Les deux autres cadrans concernent le rapport aux parties prenantes, et à soi-même : « Le rapport aux parties prenantes, c’est par exemple la capacité à déléguer, à s’entourer et à s’appuyer sur des partenaires. Enfin, le rapport à soi-même et au sens du projet est essentiel, où l’on retrouve typiquement l’équilibre pro/perso, ainsi que la charge mentale. »
Cet équilibre est en effet particulièrement difficile à trouver pour les chefs d’entreprise. 37 % des dirigeants rencontrent encore des difficultés à concilier leur vie professionnelle et leur vie personnelle*. Un taux qui reste stable depuis cinq ans. « Ces taux ne doivent pas faire oublier les réalités du quotidien de nos dirigeants : maintenir l’équilibre vie pro/perso reste un vrai défi et il leur est encore souvent difficile d’instaurer un suivi régulier chez leur médecin », commente Sylvie Bonello, Déléguée générale de la Fondation MMA Entrepreneurs du Futur.

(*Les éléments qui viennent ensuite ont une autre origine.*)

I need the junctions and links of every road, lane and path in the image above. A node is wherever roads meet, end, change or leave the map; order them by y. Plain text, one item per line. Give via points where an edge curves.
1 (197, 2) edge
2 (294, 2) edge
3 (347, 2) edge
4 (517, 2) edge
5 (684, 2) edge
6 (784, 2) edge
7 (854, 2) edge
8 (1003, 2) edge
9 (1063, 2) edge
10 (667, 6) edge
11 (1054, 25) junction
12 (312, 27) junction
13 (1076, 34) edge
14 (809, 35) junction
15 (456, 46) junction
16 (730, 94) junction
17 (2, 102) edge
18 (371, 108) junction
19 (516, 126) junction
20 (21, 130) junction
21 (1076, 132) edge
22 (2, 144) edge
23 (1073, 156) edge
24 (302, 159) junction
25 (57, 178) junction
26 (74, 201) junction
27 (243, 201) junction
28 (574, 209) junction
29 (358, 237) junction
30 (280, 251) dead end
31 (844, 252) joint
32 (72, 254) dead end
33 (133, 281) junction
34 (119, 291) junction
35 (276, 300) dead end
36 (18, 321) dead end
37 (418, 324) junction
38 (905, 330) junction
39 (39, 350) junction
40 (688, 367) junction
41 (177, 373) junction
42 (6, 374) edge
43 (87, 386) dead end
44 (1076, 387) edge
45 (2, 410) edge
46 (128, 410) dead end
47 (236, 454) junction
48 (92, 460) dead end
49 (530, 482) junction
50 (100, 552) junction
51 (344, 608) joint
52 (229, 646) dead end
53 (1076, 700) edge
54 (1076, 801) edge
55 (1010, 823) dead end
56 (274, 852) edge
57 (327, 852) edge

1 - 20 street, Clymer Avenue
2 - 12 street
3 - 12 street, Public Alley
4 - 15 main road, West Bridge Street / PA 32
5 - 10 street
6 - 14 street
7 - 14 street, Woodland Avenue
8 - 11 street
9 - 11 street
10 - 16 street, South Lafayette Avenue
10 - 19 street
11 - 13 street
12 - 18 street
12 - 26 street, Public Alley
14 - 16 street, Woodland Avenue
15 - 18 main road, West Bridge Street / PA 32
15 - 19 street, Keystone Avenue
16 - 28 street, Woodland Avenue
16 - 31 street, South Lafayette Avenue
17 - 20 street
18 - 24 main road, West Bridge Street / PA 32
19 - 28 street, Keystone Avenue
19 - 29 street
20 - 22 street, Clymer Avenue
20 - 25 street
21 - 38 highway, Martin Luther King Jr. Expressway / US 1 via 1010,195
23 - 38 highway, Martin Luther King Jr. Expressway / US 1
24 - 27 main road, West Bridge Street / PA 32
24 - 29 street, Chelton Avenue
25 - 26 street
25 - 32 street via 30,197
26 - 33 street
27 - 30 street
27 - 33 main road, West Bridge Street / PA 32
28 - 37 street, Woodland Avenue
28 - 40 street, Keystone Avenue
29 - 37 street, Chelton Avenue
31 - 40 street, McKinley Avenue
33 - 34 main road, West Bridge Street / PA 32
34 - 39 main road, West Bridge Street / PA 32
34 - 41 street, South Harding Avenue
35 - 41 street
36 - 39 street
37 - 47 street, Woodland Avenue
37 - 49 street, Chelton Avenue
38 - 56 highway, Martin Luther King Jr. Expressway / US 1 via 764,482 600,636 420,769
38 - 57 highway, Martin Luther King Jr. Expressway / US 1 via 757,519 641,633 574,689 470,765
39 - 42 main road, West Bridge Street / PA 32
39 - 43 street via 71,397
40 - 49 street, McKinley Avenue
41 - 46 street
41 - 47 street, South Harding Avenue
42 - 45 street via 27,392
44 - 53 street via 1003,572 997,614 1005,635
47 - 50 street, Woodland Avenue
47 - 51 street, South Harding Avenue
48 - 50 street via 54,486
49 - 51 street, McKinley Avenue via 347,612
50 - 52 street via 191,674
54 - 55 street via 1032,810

Un changement progressif des mentalités
Le mythe de l’entrepreneur qui ne dort pas est-il révolu ? Dans l’imaginaire collectif, le chef d’entreprise est en effet invulnérable, toujours sur le qui-vive. Au détriment parfois de sa santé mentale. « Il y a encore à batailler sur cette acceptation de la vulnérabilité du dirigeant et sortir de l’exemplarité, s’autoriser à avoir des moments de faiblesse », confie Franck Berthouloux.

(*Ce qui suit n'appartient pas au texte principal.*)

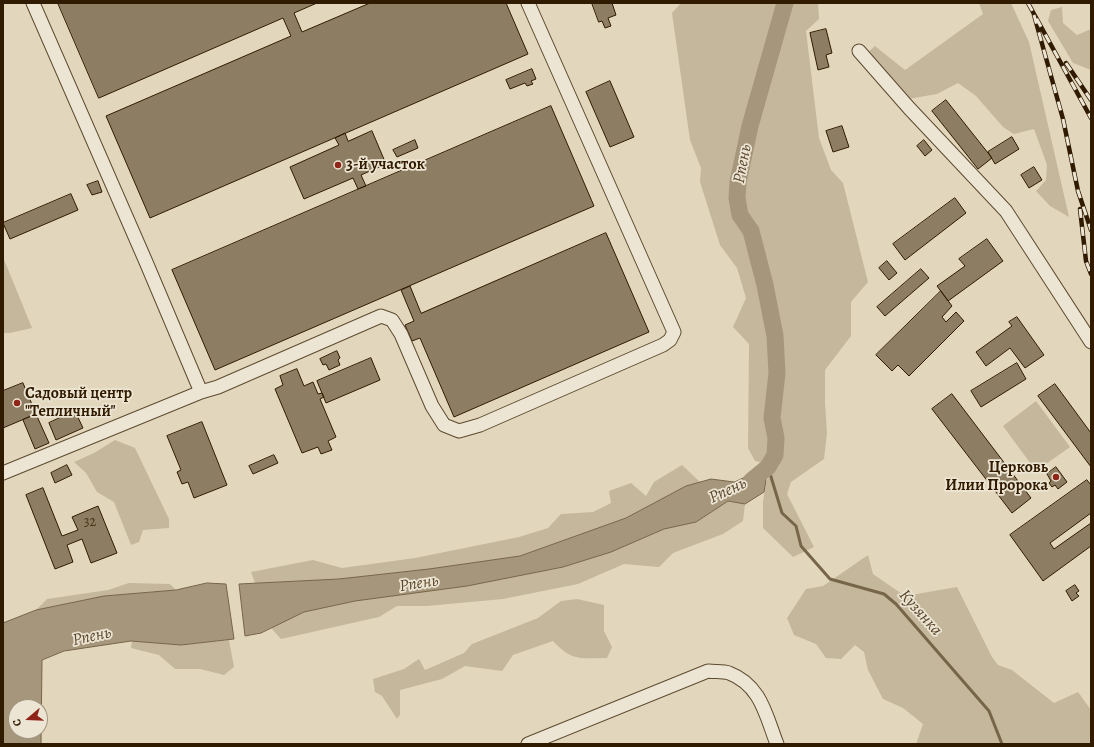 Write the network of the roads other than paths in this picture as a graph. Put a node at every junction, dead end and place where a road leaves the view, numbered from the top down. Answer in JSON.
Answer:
{"nodes":[{"id":1,"x":32,"y":3,"type":"edge"},
{"id":2,"x":528,"y":3,"type":"edge"},
{"id":3,"x":859,"y":51,"type":"dead end"},
{"id":4,"x":1091,"y":342,"type":"edge"},
{"id":5,"x":201,"y":392,"type":"junction"},
{"id":6,"x":3,"y":473,"type":"edge"},
{"id":7,"x":528,"y":744,"type":"edge"},
{"id":8,"x":777,"y":744,"type":"edge"}],
"edges":[{"from":1,"to":5,"type":"lane"},
{"from":2,"to":5,"type":"lane"},
{"from":3,"to":4,"type":"lane"},
{"from":5,"to":6,"type":"lane"},
{"from":7,"to":8,"type":"lane"}]}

Selon une étude d’Harvard Business Review, qui a interrogé 238 dirigeants de PME pendant trois mois sur leur durée de sommeil, 47% des dirigeants ont une qualité de sommeil dégradée. Les résultats montrent aussi que « la fatigue et la somnolence ont des effets négatifs sur la capacité à évaluer et à juger de la rentabilité d’idées nouvelles ».
« Il y a cependant une prise de conscience sur l’importance du bien-être mental qui prend de l’ampleur, notamment dans les réseaux de franchise, qui pour certains ont fait appel à nous dans des ateliers de prévention, souligne-t-il. Ils mettent en place des formations pour sensibiliser les animateurs réseau à la gestion du bien-être et de la santé mentale des franchisés. »
Le rôle clé des animateurs réseau
Si le modèle de la franchise est très structuré d’un point de vue économique et juridique, « l’humain reste le cœur du réacteur », poursuit le consultant. C’est ici qu’interviennent les animateurs réseau, chargé de faire le relais entre l’enseigne et les franchisés.
« On observe une professionnalisation du métier d’animateur, qui est un métier encore mal considéré par les enseignes, estime Franck Berthouloux. Mais avec la Fédération française de la franchise, on œuvre à redonner ses lettres de noblesse à ce métier qui est essentiel pour aider les dirigeants franchisés à bien fonctionner. Je compare cela à du management de sportifs de haut niveau. »
En définitive, un dirigeant en bonne santé mentale est donc un dirigeant plus performant, plus serein et plus capable de prendre des décisions stratégiques pour son entreprise. C’est pourquoi il est important que les franchiseurs intègrent des actions pour accompagner durablement leurs franchisés.
*Selon le baromètre de la Fondation MMA et de Bpifrance.